Dec 14, 2005

A Matter of Doubt

Black Hole

In the most fundamental level of nature lies two concepts that are central to physics: energy and matter. Energy is a fundamental entity present everywhere. Even empty space contains energy (what renders the term "empty space" a little inaccurate).

Matter is a concept directly associated with mass. Matter particles are particles with mass. Mass started as two "different" quantities: a measure of inertia, what comes from Newton´s formula
F=ma
and gravitational charge, again given by Newton as
F=GmM/r^2
where the gravitational constant G is so small that renders gravity the weakest of all forces in nature. Although nothing in principle says that gravitational charge and coefficient of inertia should be the same thing, Newton already confirmed by making experiments that both concepts agree with great precision. This point was late clarified by General Relativity, where we learned that gravity is only a deformation in spacetime and what we see as an atractive force is just a geodesic path, but the detailed explanation can be found in, for example, Robert Wald's General Relativitybook and in Sean Carrol's Website under the title Lecture Notes on General Relativity, so I will postpone it for a future post.

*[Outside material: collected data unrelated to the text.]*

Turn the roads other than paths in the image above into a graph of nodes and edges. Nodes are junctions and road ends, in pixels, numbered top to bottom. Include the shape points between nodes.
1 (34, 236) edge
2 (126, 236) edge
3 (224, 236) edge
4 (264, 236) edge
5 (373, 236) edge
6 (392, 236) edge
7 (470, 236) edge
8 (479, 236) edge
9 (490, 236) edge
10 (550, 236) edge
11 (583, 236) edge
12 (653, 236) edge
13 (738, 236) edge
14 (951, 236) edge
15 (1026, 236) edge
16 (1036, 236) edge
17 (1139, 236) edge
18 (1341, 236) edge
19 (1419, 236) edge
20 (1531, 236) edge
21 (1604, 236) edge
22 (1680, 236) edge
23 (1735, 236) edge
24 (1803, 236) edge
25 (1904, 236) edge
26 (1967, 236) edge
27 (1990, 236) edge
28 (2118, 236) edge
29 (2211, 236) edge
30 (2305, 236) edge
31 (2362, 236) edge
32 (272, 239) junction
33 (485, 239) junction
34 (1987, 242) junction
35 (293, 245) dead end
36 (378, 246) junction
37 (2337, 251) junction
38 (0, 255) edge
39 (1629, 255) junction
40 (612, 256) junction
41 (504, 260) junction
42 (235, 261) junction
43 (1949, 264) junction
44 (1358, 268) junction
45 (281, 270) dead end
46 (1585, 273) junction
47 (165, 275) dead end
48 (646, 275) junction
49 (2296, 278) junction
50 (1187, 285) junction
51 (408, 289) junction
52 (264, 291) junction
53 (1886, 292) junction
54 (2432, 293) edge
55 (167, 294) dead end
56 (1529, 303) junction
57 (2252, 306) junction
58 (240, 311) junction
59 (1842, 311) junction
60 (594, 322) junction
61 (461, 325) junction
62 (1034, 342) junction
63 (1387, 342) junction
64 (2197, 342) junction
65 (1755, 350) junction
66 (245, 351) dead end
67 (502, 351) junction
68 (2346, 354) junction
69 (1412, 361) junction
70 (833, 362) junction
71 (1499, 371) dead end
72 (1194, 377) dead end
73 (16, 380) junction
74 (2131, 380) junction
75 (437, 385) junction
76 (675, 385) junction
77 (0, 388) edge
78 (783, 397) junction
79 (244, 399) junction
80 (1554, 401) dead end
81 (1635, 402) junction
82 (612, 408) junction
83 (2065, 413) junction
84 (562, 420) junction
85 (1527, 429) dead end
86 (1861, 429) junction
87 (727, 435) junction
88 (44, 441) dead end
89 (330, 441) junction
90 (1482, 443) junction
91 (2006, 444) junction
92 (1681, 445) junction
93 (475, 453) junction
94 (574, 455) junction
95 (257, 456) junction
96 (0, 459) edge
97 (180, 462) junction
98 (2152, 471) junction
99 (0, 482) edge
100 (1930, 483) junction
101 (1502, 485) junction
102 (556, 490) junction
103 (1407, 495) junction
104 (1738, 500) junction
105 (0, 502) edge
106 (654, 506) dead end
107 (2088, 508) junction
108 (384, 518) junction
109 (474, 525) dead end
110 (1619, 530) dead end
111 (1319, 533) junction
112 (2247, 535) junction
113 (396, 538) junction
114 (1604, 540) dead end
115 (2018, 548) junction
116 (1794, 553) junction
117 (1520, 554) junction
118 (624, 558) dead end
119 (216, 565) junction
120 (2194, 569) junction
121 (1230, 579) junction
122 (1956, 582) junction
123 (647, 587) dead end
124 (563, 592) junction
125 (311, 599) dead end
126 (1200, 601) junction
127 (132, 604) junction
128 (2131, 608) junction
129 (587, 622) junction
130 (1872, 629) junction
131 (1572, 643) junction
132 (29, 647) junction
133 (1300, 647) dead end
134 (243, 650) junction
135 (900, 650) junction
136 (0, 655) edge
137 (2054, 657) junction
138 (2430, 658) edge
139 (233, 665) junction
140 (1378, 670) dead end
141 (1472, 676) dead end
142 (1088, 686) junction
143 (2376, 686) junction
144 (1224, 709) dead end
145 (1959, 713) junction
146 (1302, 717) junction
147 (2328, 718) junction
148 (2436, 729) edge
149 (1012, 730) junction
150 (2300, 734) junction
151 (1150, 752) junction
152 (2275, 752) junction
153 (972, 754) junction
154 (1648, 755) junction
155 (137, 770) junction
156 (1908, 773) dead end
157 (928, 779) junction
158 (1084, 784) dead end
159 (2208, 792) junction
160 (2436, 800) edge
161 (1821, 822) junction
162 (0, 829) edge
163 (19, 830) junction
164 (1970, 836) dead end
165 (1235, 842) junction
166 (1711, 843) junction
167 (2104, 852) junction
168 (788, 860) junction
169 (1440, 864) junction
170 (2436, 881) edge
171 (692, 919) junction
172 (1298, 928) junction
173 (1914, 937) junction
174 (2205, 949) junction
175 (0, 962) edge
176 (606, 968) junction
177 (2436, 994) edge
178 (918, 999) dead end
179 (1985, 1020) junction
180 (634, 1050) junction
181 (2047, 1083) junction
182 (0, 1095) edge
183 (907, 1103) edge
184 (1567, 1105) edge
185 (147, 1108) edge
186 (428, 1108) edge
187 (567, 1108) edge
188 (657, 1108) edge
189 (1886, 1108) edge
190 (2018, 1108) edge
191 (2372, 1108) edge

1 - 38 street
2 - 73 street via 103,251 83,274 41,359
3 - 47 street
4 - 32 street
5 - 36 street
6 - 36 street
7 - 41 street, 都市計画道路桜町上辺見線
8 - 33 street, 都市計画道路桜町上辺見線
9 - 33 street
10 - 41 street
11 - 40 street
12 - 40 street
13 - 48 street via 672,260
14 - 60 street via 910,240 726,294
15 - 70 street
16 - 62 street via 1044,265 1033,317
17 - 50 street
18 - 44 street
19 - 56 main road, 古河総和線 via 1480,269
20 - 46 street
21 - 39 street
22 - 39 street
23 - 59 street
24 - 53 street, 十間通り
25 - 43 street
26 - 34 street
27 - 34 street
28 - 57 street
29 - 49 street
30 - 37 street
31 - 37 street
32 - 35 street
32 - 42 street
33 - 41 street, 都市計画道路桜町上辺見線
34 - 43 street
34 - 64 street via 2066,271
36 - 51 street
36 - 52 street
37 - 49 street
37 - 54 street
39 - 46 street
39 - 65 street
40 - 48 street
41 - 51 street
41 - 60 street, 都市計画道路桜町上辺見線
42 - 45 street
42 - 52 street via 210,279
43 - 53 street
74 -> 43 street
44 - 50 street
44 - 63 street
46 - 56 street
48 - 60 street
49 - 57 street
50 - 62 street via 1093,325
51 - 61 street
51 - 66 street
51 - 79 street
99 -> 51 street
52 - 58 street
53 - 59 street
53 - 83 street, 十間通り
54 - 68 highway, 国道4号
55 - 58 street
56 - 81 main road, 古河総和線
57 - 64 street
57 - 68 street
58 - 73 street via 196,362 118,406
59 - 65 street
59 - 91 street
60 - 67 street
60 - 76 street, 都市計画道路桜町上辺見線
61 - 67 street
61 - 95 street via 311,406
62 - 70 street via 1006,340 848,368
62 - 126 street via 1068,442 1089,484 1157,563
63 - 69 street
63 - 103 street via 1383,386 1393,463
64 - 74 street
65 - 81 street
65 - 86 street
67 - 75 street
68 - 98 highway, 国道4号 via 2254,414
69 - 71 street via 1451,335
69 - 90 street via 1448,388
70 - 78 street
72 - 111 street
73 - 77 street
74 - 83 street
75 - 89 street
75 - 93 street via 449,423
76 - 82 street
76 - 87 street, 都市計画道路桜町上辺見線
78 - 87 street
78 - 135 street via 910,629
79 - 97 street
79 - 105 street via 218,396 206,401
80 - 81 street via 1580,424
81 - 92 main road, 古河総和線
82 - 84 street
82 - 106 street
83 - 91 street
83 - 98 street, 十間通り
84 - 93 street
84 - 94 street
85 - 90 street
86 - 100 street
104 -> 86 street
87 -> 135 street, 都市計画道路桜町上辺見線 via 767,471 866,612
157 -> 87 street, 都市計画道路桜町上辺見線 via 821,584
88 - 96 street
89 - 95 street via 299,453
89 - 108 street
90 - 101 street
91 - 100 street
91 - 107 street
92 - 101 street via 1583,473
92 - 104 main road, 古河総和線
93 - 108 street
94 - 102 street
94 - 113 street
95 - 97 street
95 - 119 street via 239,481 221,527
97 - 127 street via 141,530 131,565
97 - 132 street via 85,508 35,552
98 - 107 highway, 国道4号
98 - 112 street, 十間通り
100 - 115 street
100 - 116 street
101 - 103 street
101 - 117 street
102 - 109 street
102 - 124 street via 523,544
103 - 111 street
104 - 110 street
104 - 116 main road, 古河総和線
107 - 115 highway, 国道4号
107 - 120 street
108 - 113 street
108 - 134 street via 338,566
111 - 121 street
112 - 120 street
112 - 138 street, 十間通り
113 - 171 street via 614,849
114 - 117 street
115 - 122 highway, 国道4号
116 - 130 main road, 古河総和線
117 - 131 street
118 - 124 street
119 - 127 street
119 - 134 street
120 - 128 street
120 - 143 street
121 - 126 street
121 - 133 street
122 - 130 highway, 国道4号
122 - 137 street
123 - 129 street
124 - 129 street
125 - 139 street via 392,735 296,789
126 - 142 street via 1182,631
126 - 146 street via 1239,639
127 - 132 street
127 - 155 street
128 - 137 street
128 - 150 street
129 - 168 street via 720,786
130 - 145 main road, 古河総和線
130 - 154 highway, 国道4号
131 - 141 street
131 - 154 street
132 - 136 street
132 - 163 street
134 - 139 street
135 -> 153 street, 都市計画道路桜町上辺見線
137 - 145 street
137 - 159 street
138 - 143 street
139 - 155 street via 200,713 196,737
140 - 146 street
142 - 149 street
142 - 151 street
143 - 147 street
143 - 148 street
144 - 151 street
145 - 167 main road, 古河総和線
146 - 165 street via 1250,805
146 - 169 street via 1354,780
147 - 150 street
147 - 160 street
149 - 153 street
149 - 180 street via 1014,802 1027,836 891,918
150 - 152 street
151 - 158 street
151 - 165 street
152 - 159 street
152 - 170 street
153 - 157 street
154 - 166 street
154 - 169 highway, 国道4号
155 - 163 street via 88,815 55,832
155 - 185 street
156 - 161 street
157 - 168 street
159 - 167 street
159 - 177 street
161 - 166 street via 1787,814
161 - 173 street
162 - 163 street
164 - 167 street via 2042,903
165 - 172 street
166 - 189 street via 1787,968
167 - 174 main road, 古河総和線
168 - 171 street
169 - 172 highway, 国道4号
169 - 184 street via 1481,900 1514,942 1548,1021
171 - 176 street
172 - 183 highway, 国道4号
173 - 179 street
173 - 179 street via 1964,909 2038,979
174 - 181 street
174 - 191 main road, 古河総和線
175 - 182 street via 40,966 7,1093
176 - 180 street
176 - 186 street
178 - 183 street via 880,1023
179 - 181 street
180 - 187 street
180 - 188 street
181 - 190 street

Mass is known to be equivalent to energy since Einstein´s Special Relativity. His famous formula
E=mc^2
which is valid for a body AT REST, means that even objects with no movement and subject to no forces have some energy that can be extracted from its mass. Indeed, the atomic bomb relied on this formula to produce an amazing amount of energy from a relatively small piece of matter.

The making of the atomic bomb shows that to extract energy from matter is (relatively) easy, but the converse is not so. The main problem is that we still does not know what exactly is the mechanism that converts energy into matter. We have clues, both experimental and theoretical, but a complete explanation is still lacking.

In the first place, we expect that energy can be transformed into matter because we believe that in the beginning there was only energy in the universe and, somehow at some point in the far past, this energy gave birth matter particles. Second, we know that it can happen because there are experimental evidence for a phenomenon called pair creation, where a photon acquires sufficient energy and generates a positron and an electron. However, this is totally random and we cannot predict when and how this will happen.

There is a curious theoretical phenomenon called Unruh-Hawking Radiation, sometimes treated separetely as Unruh Effect and Hawking Radiation, which is related to matter creation too. It is theoretical because we can deduce it from quantum mechanics and relativity, but the effect was not observed experimentally at this moment. Hawking discovered that black holes can induce production of pairs of matter particles around its event horizon and the emnission spectrum of these particles is a black body spectrum with temperature
T=\hbar g/2\pi ck_B
where g is the local gravity acceleration. The equivalence principle of general relativity requires that a gravitational field is equivalent to acceleration and this implies that an accelerated observer can see a background of matter particles where an observer at rest see only the vacuum, and this particles obbey the same spectrum distribution of the particles near the black hole with temperature
T=\hbar a/2\pi ck_B
where a is the acceleration.

The only explanation till now about how particles acquire mass comes from the Higgs mechanism, a kind of symmetry breaking involving a particle called the Higgs boson. But the Higgs boson has not been found experimentally at the moment and there is another problem: we must assume that the Higgs has a mass itself, what only puts the problem in another level: from where comes the mass of the Higgs? A self-interaction, you would say, but it´s just a circular argument, does not help too much.

The matter-energy problem has not been in the first plane of research in the last decades, but there are something very fundamental in this problem that must be understood if we want to go on with our aim of understanding how the universe works and how it appeared.

2 comments:

Anonymous said...

I really enjoyed this post. I'll try to find more information about the Equivalence Principle.

Roberto said...

The Equivalence Principle is the central principle of General Relativity. You will find several formulations and versions of it, but the basic idea behind all of them is
that if you are in a closed box, you cannot tell if you are in a gravitational field or
accelerating by any experiment. Alternatively, you can say that a free-falling observer is equivalent to an inertial observer. Simple, neat and powerful.